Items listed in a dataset
==*==
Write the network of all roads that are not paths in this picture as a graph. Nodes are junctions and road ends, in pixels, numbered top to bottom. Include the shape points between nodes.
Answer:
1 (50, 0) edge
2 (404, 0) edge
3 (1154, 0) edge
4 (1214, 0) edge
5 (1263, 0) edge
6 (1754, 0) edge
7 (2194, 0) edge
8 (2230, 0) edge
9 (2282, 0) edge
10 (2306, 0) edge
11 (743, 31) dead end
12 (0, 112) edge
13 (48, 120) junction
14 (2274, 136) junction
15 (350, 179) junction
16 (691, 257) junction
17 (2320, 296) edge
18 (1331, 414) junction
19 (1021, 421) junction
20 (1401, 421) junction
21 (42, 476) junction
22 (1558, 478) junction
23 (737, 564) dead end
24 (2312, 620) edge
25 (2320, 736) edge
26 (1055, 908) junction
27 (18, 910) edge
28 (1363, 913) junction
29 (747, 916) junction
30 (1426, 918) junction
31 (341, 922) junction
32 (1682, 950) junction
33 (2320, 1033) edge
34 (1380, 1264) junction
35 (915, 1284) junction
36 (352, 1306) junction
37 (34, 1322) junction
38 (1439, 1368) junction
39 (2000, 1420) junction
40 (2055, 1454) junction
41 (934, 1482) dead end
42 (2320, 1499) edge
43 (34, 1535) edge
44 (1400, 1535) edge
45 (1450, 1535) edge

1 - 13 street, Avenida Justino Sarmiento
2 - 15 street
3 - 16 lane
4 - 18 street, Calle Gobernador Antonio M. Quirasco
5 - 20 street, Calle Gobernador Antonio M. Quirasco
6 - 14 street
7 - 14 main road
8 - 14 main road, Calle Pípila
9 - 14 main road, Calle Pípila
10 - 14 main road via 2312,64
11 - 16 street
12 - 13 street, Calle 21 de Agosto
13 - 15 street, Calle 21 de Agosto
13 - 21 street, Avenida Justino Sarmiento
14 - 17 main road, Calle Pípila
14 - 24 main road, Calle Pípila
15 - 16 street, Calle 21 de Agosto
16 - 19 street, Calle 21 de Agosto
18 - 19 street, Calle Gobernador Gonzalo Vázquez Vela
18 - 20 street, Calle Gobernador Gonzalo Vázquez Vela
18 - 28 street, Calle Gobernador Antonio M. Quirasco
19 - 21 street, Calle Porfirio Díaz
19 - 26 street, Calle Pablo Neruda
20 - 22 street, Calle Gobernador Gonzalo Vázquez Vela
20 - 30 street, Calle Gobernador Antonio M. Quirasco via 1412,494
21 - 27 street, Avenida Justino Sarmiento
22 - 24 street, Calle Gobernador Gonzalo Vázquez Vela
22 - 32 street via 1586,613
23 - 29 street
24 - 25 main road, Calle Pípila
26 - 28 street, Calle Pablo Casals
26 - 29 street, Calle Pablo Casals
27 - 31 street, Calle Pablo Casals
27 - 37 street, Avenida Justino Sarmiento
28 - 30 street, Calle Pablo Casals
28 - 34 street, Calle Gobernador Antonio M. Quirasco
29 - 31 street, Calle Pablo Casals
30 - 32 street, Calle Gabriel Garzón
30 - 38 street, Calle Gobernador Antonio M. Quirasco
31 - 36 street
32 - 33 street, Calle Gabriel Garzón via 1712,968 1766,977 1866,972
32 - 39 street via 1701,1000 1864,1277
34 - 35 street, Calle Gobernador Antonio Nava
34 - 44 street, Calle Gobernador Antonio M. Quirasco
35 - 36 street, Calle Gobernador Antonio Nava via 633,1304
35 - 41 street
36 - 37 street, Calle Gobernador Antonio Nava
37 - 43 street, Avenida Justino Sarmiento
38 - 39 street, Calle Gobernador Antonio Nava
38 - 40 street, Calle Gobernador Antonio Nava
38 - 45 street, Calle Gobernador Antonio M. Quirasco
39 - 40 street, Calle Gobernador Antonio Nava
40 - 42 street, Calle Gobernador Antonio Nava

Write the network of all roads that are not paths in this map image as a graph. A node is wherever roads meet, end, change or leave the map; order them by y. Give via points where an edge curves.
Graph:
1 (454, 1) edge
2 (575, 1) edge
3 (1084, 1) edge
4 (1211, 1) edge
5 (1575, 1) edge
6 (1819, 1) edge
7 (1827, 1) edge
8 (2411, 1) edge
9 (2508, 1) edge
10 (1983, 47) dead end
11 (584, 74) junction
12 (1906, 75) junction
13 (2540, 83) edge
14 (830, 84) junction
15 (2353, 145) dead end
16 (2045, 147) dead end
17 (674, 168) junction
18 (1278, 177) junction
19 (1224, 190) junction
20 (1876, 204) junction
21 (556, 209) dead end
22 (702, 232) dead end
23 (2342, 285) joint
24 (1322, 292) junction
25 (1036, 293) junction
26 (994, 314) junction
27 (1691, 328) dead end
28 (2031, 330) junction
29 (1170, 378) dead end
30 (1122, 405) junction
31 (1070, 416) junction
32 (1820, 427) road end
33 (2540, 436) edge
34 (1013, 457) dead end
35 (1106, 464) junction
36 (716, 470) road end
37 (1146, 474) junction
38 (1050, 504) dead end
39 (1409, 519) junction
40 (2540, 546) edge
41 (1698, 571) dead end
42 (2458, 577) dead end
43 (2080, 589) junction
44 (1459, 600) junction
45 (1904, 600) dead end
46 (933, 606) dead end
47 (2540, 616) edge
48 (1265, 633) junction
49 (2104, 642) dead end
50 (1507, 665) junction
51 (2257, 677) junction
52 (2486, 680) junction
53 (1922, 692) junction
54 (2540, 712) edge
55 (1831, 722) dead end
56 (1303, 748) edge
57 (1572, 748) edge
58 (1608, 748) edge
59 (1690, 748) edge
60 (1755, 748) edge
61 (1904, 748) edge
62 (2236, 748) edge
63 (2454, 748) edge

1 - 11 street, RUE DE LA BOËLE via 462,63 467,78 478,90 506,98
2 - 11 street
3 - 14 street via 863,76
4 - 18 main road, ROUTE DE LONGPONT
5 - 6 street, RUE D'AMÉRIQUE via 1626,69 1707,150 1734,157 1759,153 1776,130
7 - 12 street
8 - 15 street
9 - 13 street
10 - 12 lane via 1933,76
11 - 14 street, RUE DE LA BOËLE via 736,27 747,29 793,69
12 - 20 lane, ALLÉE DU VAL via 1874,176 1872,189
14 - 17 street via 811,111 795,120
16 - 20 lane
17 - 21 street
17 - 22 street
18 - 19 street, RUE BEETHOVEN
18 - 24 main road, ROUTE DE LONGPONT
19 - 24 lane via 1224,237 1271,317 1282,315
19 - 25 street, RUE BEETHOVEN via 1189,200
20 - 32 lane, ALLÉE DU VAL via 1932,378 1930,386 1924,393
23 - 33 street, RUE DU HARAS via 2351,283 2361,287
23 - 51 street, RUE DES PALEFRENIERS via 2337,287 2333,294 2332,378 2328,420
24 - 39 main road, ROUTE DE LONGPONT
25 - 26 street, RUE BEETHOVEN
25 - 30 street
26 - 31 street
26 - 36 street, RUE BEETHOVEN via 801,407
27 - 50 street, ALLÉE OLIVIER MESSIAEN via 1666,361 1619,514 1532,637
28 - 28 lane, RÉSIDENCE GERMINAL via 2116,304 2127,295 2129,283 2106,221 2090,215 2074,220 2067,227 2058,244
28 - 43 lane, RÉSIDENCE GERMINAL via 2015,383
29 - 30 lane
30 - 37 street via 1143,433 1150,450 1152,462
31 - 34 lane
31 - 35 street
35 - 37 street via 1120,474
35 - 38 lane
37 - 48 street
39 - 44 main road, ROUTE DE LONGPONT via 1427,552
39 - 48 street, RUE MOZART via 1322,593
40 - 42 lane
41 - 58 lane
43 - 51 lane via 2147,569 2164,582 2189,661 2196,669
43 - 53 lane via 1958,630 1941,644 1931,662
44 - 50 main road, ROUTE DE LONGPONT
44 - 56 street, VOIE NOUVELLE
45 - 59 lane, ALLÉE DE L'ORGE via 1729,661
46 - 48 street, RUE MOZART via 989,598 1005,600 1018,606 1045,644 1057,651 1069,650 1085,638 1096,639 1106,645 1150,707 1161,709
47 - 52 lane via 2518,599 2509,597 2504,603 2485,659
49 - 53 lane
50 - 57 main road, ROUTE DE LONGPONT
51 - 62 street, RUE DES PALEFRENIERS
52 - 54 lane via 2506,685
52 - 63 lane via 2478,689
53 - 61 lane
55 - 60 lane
==*==
WHAT NEEDS TO BE DONE -
State how many lines of the data include the word "Gabriel", with nothing else.

YOUR SOLUTION -
2